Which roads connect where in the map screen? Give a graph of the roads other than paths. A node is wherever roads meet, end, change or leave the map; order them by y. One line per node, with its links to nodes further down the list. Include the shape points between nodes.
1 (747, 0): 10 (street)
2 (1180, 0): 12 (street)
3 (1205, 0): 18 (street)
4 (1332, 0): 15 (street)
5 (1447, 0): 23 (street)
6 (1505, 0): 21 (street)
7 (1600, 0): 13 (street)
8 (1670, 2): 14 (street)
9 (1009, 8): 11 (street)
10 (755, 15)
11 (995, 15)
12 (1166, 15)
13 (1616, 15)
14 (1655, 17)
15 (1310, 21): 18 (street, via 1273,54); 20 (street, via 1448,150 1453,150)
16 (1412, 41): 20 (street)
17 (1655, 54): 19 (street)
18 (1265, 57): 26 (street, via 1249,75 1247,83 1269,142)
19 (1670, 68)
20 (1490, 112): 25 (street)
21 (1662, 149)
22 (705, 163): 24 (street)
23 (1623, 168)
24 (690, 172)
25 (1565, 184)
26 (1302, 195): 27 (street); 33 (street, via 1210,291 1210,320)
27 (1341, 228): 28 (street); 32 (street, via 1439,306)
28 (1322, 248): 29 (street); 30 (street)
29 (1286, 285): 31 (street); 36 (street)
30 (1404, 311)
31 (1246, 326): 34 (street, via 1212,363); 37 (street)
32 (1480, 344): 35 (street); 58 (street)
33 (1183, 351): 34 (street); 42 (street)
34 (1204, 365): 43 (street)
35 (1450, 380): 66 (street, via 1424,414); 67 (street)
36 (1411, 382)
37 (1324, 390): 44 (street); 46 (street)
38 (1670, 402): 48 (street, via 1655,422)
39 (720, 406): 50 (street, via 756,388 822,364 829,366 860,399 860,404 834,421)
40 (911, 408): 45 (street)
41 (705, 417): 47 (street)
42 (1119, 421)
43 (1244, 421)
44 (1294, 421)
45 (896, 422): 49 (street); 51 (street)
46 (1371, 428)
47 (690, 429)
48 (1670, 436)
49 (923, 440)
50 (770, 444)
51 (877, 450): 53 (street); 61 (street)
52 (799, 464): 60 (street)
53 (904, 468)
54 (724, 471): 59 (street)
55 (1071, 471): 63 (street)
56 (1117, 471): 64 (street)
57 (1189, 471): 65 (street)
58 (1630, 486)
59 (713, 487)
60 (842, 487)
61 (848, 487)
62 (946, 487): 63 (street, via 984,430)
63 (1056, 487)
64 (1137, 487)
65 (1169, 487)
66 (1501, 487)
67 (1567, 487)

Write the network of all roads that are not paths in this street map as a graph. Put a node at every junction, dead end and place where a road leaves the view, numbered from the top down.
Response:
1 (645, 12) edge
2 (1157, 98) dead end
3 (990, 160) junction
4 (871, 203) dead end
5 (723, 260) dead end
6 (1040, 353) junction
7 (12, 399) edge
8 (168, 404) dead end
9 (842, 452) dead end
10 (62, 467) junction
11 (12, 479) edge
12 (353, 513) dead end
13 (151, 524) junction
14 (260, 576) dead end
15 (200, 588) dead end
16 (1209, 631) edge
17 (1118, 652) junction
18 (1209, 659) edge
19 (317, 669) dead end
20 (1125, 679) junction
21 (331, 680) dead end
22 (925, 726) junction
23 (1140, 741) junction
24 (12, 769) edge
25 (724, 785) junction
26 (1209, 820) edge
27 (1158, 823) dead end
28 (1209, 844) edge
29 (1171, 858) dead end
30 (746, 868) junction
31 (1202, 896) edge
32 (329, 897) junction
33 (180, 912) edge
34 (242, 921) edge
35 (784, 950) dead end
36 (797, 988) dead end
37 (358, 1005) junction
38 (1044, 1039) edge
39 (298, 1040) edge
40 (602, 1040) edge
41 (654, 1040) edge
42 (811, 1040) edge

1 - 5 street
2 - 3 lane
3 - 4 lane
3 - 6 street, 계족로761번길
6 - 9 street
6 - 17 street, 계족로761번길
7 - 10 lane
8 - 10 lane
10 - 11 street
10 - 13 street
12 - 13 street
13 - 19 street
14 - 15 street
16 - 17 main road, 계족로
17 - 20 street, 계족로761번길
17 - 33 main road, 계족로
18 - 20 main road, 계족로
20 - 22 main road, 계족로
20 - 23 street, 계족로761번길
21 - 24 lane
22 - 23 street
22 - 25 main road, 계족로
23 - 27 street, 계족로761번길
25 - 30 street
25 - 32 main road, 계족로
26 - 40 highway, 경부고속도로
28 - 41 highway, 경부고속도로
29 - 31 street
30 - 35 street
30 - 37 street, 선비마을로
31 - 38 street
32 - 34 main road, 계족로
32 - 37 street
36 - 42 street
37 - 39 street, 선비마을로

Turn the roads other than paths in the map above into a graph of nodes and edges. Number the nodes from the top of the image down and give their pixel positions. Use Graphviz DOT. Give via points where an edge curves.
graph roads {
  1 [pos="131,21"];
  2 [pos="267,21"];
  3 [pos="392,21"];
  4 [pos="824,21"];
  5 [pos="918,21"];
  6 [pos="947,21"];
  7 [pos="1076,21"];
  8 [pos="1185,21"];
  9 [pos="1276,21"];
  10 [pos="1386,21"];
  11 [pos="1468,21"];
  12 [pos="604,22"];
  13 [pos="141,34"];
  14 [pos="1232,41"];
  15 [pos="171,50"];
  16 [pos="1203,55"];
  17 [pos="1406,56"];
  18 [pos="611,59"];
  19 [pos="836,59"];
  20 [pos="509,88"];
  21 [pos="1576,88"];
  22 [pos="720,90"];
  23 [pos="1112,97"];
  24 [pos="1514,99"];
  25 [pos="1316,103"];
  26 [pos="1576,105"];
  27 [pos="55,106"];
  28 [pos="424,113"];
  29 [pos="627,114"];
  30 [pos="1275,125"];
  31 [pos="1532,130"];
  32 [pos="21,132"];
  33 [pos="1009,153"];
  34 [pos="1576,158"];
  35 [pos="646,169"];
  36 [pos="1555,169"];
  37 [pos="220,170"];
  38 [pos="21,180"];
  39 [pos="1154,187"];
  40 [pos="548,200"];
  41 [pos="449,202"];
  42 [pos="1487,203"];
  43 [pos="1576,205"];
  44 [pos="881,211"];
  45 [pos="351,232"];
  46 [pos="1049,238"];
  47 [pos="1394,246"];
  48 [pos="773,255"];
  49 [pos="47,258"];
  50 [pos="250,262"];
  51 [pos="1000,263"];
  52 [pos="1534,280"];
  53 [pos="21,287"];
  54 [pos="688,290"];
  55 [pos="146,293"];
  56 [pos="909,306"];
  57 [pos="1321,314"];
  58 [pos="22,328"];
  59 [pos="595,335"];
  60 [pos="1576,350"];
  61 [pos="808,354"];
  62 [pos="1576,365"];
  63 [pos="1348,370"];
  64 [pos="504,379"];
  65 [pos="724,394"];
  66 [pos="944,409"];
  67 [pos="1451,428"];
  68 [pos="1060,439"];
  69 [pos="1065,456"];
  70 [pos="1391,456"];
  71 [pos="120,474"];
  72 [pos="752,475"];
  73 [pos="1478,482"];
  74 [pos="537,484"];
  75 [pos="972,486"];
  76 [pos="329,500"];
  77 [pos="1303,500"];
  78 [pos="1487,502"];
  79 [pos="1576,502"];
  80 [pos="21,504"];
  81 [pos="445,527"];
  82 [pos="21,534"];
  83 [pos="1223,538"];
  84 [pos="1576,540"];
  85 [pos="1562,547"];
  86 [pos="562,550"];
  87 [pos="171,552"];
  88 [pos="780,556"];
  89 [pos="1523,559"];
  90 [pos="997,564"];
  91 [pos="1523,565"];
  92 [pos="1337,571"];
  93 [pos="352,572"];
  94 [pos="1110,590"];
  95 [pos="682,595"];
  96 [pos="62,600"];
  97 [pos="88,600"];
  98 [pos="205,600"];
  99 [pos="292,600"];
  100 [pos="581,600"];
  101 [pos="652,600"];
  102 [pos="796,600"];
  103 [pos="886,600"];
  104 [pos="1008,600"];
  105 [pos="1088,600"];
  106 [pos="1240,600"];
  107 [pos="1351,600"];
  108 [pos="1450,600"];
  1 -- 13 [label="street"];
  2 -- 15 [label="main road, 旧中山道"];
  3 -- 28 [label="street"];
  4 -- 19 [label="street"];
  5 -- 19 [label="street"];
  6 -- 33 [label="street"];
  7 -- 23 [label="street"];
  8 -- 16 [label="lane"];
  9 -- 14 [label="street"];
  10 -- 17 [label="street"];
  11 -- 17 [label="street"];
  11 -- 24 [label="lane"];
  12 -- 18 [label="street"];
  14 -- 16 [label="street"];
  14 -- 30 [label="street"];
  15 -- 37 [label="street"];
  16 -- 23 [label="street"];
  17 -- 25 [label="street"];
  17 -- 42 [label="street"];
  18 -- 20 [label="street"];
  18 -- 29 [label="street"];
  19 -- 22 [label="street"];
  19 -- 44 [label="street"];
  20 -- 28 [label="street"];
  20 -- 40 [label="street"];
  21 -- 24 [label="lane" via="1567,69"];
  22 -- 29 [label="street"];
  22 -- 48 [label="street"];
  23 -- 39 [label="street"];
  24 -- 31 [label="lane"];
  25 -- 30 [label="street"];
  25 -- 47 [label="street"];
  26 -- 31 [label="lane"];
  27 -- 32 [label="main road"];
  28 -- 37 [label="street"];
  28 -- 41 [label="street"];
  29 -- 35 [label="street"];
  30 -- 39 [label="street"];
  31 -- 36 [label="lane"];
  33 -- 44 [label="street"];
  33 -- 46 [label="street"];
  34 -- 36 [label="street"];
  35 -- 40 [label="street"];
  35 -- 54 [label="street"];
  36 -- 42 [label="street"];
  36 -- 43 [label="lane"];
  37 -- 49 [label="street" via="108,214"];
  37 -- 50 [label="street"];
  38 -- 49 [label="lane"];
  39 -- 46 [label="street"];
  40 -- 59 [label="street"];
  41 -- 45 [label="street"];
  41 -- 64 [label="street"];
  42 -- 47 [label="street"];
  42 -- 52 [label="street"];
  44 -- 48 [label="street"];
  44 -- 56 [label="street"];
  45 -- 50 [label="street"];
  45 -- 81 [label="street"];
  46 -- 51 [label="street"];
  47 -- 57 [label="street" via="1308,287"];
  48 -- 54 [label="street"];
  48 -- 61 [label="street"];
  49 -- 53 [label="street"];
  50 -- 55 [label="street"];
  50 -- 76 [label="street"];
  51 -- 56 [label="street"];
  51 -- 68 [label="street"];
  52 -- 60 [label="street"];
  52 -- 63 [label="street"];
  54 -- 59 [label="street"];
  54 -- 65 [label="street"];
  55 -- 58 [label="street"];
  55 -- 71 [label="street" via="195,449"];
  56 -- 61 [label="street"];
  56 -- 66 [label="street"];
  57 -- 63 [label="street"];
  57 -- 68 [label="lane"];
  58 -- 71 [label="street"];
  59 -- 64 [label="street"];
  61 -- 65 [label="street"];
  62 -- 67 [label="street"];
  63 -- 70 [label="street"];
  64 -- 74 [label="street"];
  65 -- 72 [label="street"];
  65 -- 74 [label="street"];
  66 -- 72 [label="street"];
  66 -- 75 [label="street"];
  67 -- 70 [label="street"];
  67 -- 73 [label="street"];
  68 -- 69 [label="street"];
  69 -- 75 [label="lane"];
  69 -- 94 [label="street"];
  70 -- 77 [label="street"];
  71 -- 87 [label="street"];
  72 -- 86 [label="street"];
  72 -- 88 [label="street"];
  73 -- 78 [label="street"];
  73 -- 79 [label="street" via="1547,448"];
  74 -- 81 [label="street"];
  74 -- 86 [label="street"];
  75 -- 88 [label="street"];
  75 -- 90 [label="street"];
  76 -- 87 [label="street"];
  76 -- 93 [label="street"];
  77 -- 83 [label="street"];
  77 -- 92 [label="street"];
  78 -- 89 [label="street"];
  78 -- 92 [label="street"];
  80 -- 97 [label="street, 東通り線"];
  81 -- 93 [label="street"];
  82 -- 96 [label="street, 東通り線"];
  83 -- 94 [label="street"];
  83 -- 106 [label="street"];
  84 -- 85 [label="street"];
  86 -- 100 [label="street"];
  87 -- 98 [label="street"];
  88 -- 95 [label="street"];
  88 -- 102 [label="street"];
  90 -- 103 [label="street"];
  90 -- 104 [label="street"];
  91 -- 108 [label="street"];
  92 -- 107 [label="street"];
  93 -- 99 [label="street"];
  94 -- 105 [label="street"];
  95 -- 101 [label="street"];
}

§ Exercise details
If a line above includes the string "roads", pick it out.

§ Exercise answer
Which roads connect where in the map screen? Give a graph of the roads other than paths. A node is wherever roads meet, end, change or leave the map; order them by y. One line per node, with its links to nodes further down the list. Include the shape points between nodes.
Write the network of all roads that are not paths in this street map as a graph. Put a node at every junction, dead end and place where a road leaves the view, numbered from the top down.
Turn the roads other than paths in the map above into a graph of nodes and edges. Number the nodes from the top of the image down and give their pixel positions. Use Graphviz DOT. Give via points where an edge curves.
graph roads {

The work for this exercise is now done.